Work item: Set out the records below again exactly; skip the images.
Data supplied Start Marker
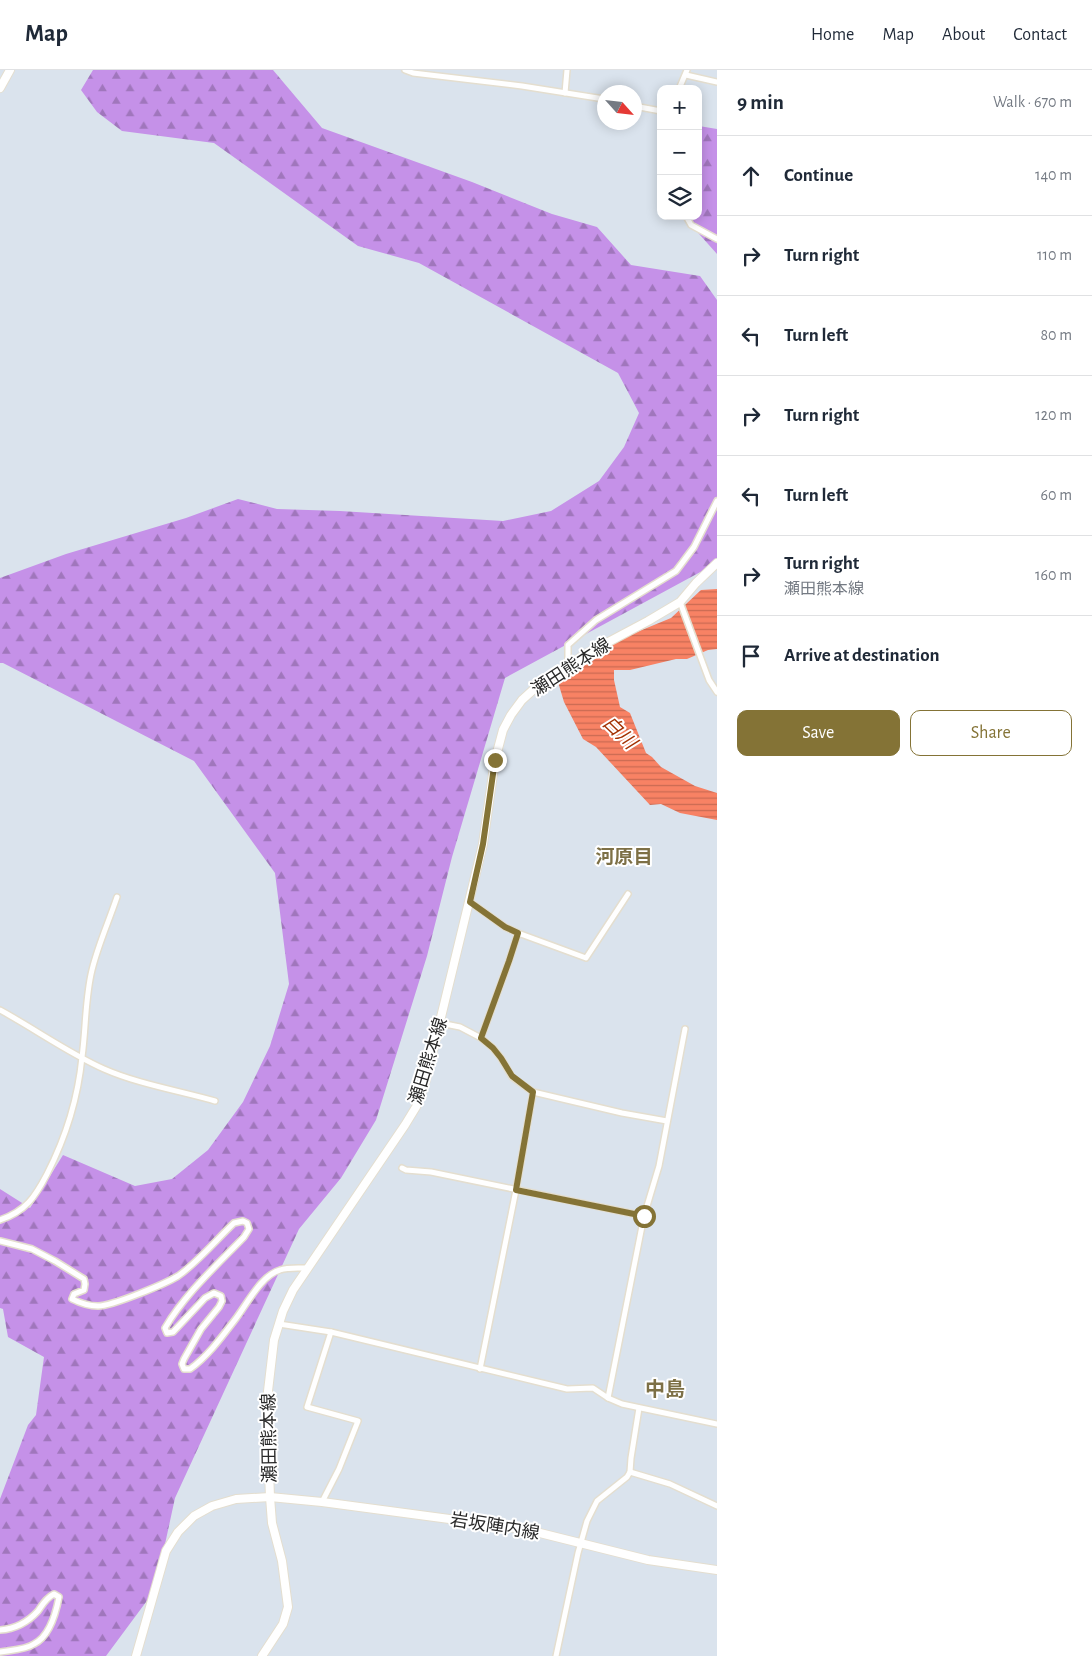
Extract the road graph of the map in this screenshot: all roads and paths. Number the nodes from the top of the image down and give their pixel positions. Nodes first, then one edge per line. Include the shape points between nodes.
1 (10, 70) edge
2 (405, 70) edge
3 (568, 70) edge
4 (686, 73) edge
5 (717, 82) edge
6 (681, 85) edge
7 (0, 88) edge
8 (565, 93) junction
9 (597, 98) edge
10 (642, 108) edge
11 (657, 111) edge
12 (688, 220) edge
13 (717, 239) edge
14 (717, 501) edge
15 (717, 563) edge
16 (681, 605) junction
17 (568, 666) junction
18 (717, 692) edge
19 (628, 894) dead end
20 (117, 897) dead end
21 (470, 902) junction
22 (518, 933) junction
23 (0, 1010) edge
24 (440, 1023) junction
25 (685, 1029) dead end
26 (481, 1038) junction
27 (82, 1058) junction
28 (533, 1092) junction
29 (216, 1102) dead end
30 (667, 1121) junction
31 (402, 1168) dead end
32 (516, 1190) junction
33 (644, 1216) junction
34 (0, 1220) edge
35 (0, 1241) edge
36 (307, 1268) junction
37 (279, 1324) junction
38 (331, 1332) junction
39 (480, 1369) junction
40 (608, 1398) junction
41 (639, 1408) junction
42 (717, 1424) edge
43 (630, 1472) junction
44 (270, 1497) junction
45 (322, 1502) junction
46 (717, 1506) edge
47 (581, 1543) junction
48 (717, 1570) edge
49 (0, 1630) edge
50 (0, 1652) edge
51 (136, 1656) edge
52 (262, 1656) edge
53 (556, 1656) edge

1 - 7 main road
2 - 8 street
3 - 8 street
4 - 5 street
4 - 6 street
8 - 9 street
10 - 11 street
12 - 13 street via 691,225
14 - 17 street via 694,547 676,572 596,620 568,645
15 - 16 main road, 瀬田熊本線 via 696,583
16 - 17 main road, 瀬田熊本線
16 - 18 street via 709,680
17 - 21 main road, 瀬田熊本線 via 522,700 503,730
19 - 22 street via 586,958
20 - 27 street via 92,970
21 - 22 street
21 - 24 main road, 瀬田熊本線
22 - 26 street
23 - 27 street
24 - 26 street
24 - 36 main road, 瀬田熊本線 via 416,1107
25 - 30 street
26 - 28 street via 493,1048 512,1076
27 - 29 street via 130,1078
27 - 34 street via 68,1126 54,1162 31,1201 22,1210
28 - 30 street
28 - 32 street
30 - 33 street via 659,1166
31 - 32 street
32 - 33 street
32 - 39 street
33 - 40 street
35 - 36 street via 32,1249 84,1279 84,1290 74,1294 72,1299 98,1306 177,1276 234,1222 243,1220 249,1228 244,1237 199,1284 165,1328 167,1333 174,1332 206,1298 214,1294 221,1296 219,1307 184,1359 184,1368 190,1369 201,1361 257,1288 271,1275 280,1270
36 - 37 main road, 瀬田熊本線 via 293,1290
37 - 38 street
37 - 44 main road, 瀬田熊本線 via 268,1391
38 - 39 street
38 - 45 street via 307,1407 358,1421
39 - 40 street via 566,1389 593,1388
40 - 41 street
41 - 42 street
41 - 43 street
43 - 46 street via 670,1484
43 - 47 street via 598,1501 587,1520
44 - 45 main road, 岩坂陣内線
44 - 51 main road, 岩坂陣内線 via 236,1499 212,1506 194,1516 178,1532 166,1551
44 - 52 main road, 瀬田熊本線 via 288,1607 283,1624
45 - 47 main road, 岩坂陣内線 via 524,1529
47 - 48 main road, 岩坂陣内線 via 648,1560
47 - 53 street
49 - 50 street via 26,1621 49,1596 59,1597 49,1628 41,1639 34,1645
Data supplied End Marker
Task solution:
Extract the road graph of the map in this screenshot: all roads and paths. Number the nodes from the top of the image down and give their pixel positions. Nodes first, then one edge per line. Include the shape points between nodes.
1 (10, 70) edge
2 (405, 70) edge
3 (568, 70) edge
4 (686, 73) edge
5 (717, 82) edge
6 (681, 85) edge
7 (0, 88) edge
8 (565, 93) junction
9 (597, 98) edge
10 (642, 108) edge
11 (657, 111) edge
12 (688, 220) edge
13 (717, 239) edge
14 (717, 501) edge
15 (717, 563) edge
16 (681, 605) junction
17 (568, 666) junction
18 (717, 692) edge
19 (628, 894) dead end
20 (117, 897) dead end
21 (470, 902) junction
22 (518, 933) junction
23 (0, 1010) edge
24 (440, 1023) junction
25 (685, 1029) dead end
26 (481, 1038) junction
27 (82, 1058) junction
28 (533, 1092) junction
29 (216, 1102) dead end
30 (667, 1121) junction
31 (402, 1168) dead end
32 (516, 1190) junction
33 (644, 1216) junction
34 (0, 1220) edge
35 (0, 1241) edge
36 (307, 1268) junction
37 (279, 1324) junction
38 (331, 1332) junction
39 (480, 1369) junction
40 (608, 1398) junction
41 (639, 1408) junction
42 (717, 1424) edge
43 (630, 1472) junction
44 (270, 1497) junction
45 (322, 1502) junction
46 (717, 1506) edge
47 (581, 1543) junction
48 (717, 1570) edge
49 (0, 1630) edge
50 (0, 1652) edge
51 (136, 1656) edge
52 (262, 1656) edge
53 (556, 1656) edge

1 - 7 main road
2 - 8 street
3 - 8 street
4 - 5 street
4 - 6 street
8 - 9 street
10 - 11 street
12 - 13 street via 691,225
14 - 17 street via 694,547 676,572 596,620 568,645
15 - 16 main road, 瀬田熊本線 via 696,583
16 - 17 main road, 瀬田熊本線
16 - 18 street via 709,680
17 - 21 main road, 瀬田熊本線 via 522,700 503,730
19 - 22 street via 586,958
20 - 27 street via 92,970
21 - 22 street
21 - 24 main road, 瀬田熊本線
22 - 26 street
23 - 27 street
24 - 26 street
24 - 36 main road, 瀬田熊本線 via 416,1107
25 - 30 street
26 - 28 street via 493,1048 512,1076
27 - 29 street via 130,1078
27 - 34 street via 68,1126 54,1162 31,1201 22,1210
28 - 30 street
28 - 32 street
30 - 33 street via 659,1166
31 - 32 street
32 - 33 street
32 - 39 street
33 - 40 street
35 - 36 street via 32,1249 84,1279 84,1290 74,1294 72,1299 98,1306 177,1276 234,1222 243,1220 249,1228 244,1237 199,1284 165,1328 167,1333 174,1332 206,1298 214,1294 221,1296 219,1307 184,1359 184,1368 190,1369 201,1361 257,1288 271,1275 280,1270
36 - 37 main road, 瀬田熊本線 via 293,1290
37 - 38 street
37 - 44 main road, 瀬田熊本線 via 268,1391
38 - 39 street
38 - 45 street via 307,1407 358,1421
39 - 40 street via 566,1389 593,1388
40 - 41 street
41 - 42 street
41 - 43 street
43 - 46 street via 670,1484
43 - 47 street via 598,1501 587,1520
44 - 45 main road, 岩坂陣内線
44 - 51 main road, 岩坂陣内線 via 236,1499 212,1506 194,1516 178,1532 166,1551
44 - 52 main road, 瀬田熊本線 via 288,1607 283,1624
45 - 47 main road, 岩坂陣内線 via 524,1529
47 - 48 main road, 岩坂陣内線 via 648,1560
47 - 53 street
49 - 50 street via 26,1621 49,1596 59,1597 49,1628 41,1639 34,1645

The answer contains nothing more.